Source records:
******

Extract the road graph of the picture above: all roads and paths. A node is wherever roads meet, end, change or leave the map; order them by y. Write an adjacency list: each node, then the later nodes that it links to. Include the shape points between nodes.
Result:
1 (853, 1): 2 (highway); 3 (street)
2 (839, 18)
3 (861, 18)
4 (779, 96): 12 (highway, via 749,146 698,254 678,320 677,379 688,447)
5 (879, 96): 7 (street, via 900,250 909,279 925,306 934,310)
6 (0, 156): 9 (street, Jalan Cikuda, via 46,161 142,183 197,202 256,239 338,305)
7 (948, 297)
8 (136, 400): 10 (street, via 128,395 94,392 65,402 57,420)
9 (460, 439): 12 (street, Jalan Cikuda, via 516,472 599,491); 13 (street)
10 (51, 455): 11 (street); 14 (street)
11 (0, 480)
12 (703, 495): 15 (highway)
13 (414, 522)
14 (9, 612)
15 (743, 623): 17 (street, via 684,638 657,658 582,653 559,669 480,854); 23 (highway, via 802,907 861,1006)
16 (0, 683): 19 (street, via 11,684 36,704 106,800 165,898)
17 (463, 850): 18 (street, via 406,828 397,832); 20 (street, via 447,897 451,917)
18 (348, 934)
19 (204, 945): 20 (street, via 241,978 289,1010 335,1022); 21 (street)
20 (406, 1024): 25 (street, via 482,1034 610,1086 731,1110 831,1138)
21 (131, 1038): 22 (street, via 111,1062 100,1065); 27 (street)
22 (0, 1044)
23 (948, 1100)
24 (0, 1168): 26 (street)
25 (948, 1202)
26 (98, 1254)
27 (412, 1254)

******

Problem details —
The output should be a character-exact copy of all entries.

Exercise solution —
Extract the road graph of the picture above: all roads and paths. A node is wherever roads meet, end, change or leave the map; order them by y. Write an adjacency list: each node, then the later nodes that it links to. Include the shape points between nodes.
Result:
1 (853, 1): 2 (highway); 3 (street)
2 (839, 18)
3 (861, 18)
4 (779, 96): 12 (highway, via 749,146 698,254 678,320 677,379 688,447)
5 (879, 96): 7 (street, via 900,250 909,279 925,306 934,310)
6 (0, 156): 9 (street, Jalan Cikuda, via 46,161 142,183 197,202 256,239 338,305)
7 (948, 297)
8 (136, 400): 10 (street, via 128,395 94,392 65,402 57,420)
9 (460, 439): 12 (street, Jalan Cikuda, via 516,472 599,491); 13 (street)
10 (51, 455): 11 (street); 14 (street)
11 (0, 480)
12 (703, 495): 15 (highway)
13 (414, 522)
14 (9, 612)
15 (743, 623): 17 (street, via 684,638 657,658 582,653 559,669 480,854); 23 (highway, via 802,907 861,1006)
16 (0, 683): 19 (street, via 11,684 36,704 106,800 165,898)
17 (463, 850): 18 (street, via 406,828 397,832); 20 (street, via 447,897 451,917)
18 (348, 934)
19 (204, 945): 20 (street, via 241,978 289,1010 335,1022); 21 (street)
20 (406, 1024): 25 (street, via 482,1034 610,1086 731,1110 831,1138)
21 (131, 1038): 22 (street, via 111,1062 100,1065); 27 (street)
22 (0, 1044)
23 (948, 1100)
24 (0, 1168): 26 (street)
25 (948, 1202)
26 (98, 1254)
27 (412, 1254)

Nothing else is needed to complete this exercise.